> Data for review
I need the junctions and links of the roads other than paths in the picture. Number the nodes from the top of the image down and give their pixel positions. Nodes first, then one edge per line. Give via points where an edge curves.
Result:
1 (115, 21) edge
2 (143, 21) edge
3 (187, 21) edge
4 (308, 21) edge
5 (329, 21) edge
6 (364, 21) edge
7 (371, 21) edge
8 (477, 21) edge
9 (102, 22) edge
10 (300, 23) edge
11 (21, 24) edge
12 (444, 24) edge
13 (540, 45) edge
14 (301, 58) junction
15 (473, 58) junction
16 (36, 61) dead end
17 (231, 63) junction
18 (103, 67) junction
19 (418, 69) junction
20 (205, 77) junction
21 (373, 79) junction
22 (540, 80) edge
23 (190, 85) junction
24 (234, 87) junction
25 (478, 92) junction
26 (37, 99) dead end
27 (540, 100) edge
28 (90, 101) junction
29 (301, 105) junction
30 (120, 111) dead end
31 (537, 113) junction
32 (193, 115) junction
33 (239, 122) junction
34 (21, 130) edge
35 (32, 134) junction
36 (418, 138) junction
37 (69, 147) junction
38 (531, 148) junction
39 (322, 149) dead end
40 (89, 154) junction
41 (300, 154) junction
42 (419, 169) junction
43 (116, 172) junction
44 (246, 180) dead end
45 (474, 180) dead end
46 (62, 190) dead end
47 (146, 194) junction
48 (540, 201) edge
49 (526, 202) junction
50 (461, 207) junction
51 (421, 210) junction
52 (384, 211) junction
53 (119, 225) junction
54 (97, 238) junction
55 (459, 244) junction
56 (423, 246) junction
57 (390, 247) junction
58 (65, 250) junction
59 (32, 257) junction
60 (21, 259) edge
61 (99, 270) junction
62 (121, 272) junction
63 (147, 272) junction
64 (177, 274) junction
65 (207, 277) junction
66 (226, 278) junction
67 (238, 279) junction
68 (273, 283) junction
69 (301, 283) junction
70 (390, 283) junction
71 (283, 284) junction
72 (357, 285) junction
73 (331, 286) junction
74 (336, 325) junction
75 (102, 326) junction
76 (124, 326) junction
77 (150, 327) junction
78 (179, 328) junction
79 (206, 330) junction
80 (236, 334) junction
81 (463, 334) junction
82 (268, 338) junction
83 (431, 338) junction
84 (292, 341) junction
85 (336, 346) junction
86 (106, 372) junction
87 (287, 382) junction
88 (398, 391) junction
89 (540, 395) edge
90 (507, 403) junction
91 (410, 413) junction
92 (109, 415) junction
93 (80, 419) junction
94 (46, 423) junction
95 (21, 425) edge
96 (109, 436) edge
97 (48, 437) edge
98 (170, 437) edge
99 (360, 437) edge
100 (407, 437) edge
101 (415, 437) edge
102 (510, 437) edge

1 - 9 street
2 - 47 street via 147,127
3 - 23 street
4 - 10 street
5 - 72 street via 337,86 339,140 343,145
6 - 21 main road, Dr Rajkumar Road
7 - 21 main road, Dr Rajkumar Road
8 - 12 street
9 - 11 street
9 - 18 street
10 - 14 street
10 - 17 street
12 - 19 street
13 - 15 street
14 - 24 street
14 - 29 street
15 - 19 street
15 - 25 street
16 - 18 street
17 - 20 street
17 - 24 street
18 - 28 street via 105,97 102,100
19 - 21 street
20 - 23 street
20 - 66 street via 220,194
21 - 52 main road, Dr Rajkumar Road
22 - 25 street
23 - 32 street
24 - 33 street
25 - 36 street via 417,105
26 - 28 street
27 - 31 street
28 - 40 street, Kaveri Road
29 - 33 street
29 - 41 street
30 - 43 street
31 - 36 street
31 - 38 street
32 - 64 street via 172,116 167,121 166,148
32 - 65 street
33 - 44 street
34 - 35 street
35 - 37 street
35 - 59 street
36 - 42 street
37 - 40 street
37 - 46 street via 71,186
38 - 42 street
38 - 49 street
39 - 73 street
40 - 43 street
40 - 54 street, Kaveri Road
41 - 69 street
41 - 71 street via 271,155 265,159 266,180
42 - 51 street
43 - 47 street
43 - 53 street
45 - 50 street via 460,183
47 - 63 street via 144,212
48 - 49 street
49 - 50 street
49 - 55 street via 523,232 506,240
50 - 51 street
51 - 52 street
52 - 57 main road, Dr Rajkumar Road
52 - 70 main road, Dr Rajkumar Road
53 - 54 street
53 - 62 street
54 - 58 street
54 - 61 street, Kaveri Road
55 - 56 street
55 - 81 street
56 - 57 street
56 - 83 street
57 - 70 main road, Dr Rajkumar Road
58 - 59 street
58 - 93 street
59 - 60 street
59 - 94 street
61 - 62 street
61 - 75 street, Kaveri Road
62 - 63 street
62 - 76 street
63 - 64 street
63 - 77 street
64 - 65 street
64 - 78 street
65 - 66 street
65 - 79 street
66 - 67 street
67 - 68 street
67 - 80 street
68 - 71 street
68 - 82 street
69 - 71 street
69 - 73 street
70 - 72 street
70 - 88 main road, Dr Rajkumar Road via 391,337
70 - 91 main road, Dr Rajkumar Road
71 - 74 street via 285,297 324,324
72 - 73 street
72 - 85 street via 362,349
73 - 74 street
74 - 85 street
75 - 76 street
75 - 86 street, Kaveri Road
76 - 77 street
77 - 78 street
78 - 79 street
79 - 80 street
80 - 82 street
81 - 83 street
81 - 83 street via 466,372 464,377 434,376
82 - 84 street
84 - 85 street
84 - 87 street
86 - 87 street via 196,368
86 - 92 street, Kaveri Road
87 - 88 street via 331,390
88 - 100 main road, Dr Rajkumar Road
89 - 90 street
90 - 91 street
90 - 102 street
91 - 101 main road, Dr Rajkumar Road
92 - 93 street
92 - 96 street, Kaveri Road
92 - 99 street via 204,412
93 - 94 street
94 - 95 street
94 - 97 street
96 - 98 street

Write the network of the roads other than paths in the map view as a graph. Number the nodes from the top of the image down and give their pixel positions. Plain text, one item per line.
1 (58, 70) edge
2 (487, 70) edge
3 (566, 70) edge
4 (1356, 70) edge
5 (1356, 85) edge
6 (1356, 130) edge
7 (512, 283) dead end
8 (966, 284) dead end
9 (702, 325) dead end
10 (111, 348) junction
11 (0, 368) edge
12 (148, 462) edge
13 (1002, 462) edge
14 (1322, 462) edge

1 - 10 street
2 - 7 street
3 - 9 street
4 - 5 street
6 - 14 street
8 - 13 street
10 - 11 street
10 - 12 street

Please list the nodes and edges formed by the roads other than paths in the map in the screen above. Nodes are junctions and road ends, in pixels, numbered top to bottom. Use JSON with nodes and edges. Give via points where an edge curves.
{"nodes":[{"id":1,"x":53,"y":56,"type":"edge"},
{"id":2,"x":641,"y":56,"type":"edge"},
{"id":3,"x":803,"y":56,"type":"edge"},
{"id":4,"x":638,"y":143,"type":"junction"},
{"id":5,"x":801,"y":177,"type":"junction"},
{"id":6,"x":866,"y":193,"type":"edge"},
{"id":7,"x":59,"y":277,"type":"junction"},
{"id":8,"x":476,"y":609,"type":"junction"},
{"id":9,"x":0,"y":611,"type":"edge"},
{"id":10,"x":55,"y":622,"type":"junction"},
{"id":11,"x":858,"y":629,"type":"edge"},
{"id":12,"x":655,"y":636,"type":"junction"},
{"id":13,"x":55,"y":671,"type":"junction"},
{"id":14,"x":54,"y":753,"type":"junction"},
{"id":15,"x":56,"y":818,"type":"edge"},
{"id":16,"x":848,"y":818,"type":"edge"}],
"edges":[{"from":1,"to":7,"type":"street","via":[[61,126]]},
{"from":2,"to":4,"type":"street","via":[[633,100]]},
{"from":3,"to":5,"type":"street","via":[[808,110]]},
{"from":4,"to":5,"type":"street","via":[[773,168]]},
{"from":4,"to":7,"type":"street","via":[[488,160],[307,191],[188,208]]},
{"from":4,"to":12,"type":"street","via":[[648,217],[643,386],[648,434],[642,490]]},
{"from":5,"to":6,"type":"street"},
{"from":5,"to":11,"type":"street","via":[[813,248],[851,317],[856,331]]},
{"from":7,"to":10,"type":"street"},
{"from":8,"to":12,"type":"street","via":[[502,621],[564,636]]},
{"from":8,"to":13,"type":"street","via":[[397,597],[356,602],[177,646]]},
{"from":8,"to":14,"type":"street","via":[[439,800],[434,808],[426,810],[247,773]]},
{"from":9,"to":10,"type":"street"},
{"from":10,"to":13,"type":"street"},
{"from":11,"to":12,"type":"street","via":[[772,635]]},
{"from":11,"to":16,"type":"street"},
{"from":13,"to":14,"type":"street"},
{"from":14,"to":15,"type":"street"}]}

> What is needed
Every line in the records above that contains the word "dead" should be copied out.

> Output of the task
16 (36, 61) dead end
26 (37, 99) dead end
30 (120, 111) dead end
39 (322, 149) dead end
44 (246, 180) dead end
45 (474, 180) dead end
46 (62, 190) dead end
7 (512, 283) dead end
8 (966, 284) dead end
9 (702, 325) dead end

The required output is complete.